I just wrote an article (click here to see article) that illustrates how B-Tree indexes work. Basically, they store key values that are to be looked up in their associated table. So, key values and rowids are stored at the index leaf level, and this information is useful to retrieve the rows that contain the key data. Oracle’s cost-based optimizer (covered in several related blogs) uses the fact that the index exists and other information such as clustering factor (click here for related article on index selection by Oracle’s CBO).
Index Tip 1) Know your data, know how your users will be accessing the data and make sure the data being requested would make for a good indexing possibility.

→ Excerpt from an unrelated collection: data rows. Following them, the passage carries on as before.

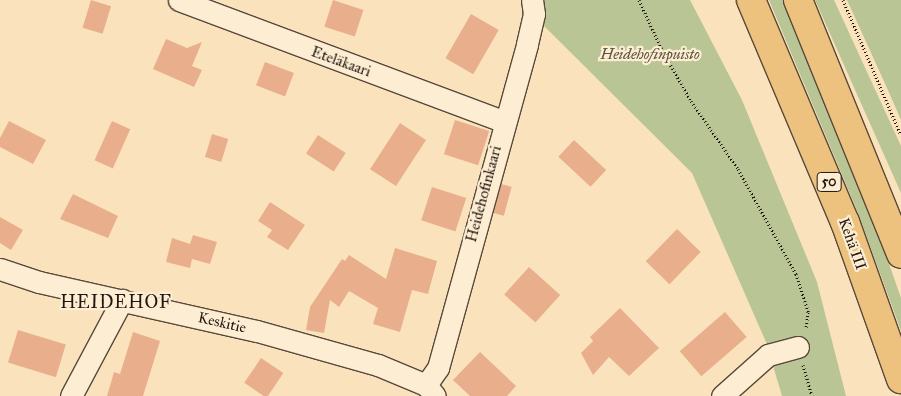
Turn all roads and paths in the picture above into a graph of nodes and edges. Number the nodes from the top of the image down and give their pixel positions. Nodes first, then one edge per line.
1 (179, 0) edge
2 (532, 0) edge
3 (639, 0) edge
4 (751, 0) edge
5 (798, 0) edge
6 (843, 0) edge
7 (503, 121) junction
8 (901, 135) edge
9 (901, 254) edge
10 (0, 269) edge
11 (122, 300) junction
12 (798, 347) junction
13 (901, 379) edge
14 (431, 391) edge
15 (71, 396) edge
16 (722, 396) edge
17 (812, 396) edge

1 - 7 street, Eteläkaari
2 - 7 street, Heidehofinkaari
3 - 12 path
4 - 13 highway, Kehä III / 50
5 - 9 highway
6 - 8 path
7 - 14 street, Heidehofinkaari
10 - 11 street, Keskitie
11 - 14 street, Keskitie
11 - 15 street
12 - 16 street
12 - 17 path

Oracle still uses the 20% rule in that if more than 20% of the rows (or blocks) are going to be accessed by a SQL statement, the CBO prefers to do a full-table scan operation instead of using any indexes. Oracle feels they can read up the data faster using multi-block read-ahead and large reads than using an index and hopping around a lot doing single-block reads.
So, the less frequently a data item appears in a table, the better the candidate it is for an index.
Let’s explore this a bit more. The column ‘DENSITY’ stored along with the other table stats in USER_TABLES illustrates how often a data item appears in the table. The closer to zero, the better the candidate is for an index.
Toad Column Information
This is the columns panel of an F4 describe of the EMP table. I used the ‘show/hide columns’ button (left column header) to hide the columns I didn’t need for this illustration.
The num distinct (number of distinct values) and the density are useful numbers to decide if a column would make good use of an index.
The more unique the values, the better the candidate. The closer to zero the density is, the better the candidate as well.
So, in this illustration, JOB, COMM, and DEPTNO would be poor candidates for an index. EMPNO, ENAME, SAL, and HIREDATE are good candidates to index.
Table Column Statistics
SELECT column_name, num_distinct, num_nulls, num_buckets, density, sample_size, histogram
WHERE table_name = 'MASTER'
ORDER BY column_name;
This is a script that shows similar information, useful if you want this kind of information from within a script or program.
In this example, the date columns would be good index candidates as would be FIRST_NAME_TX and LAST_NAME_TX. Poor choices for an index would be THROWS_RT_LEFT_ID (half the rows are 1 value, half another), LAHMANID, and BATS_RIGHT_LEFT_ID.
Take note of the number of null values. Oracle10 supports indexes that store null values. If you don’t use this syntax, nulls are not stored in the index and you will get a full table scan if your users ask for ‘AND <column name> IS NULL’…
CREATE INDEX EMP_COMM ON EMP(COMM,0);
Check out my blog on this exact topic for more details.
Index Tip 2) Use good coding techniques and know how your users are accessing the data.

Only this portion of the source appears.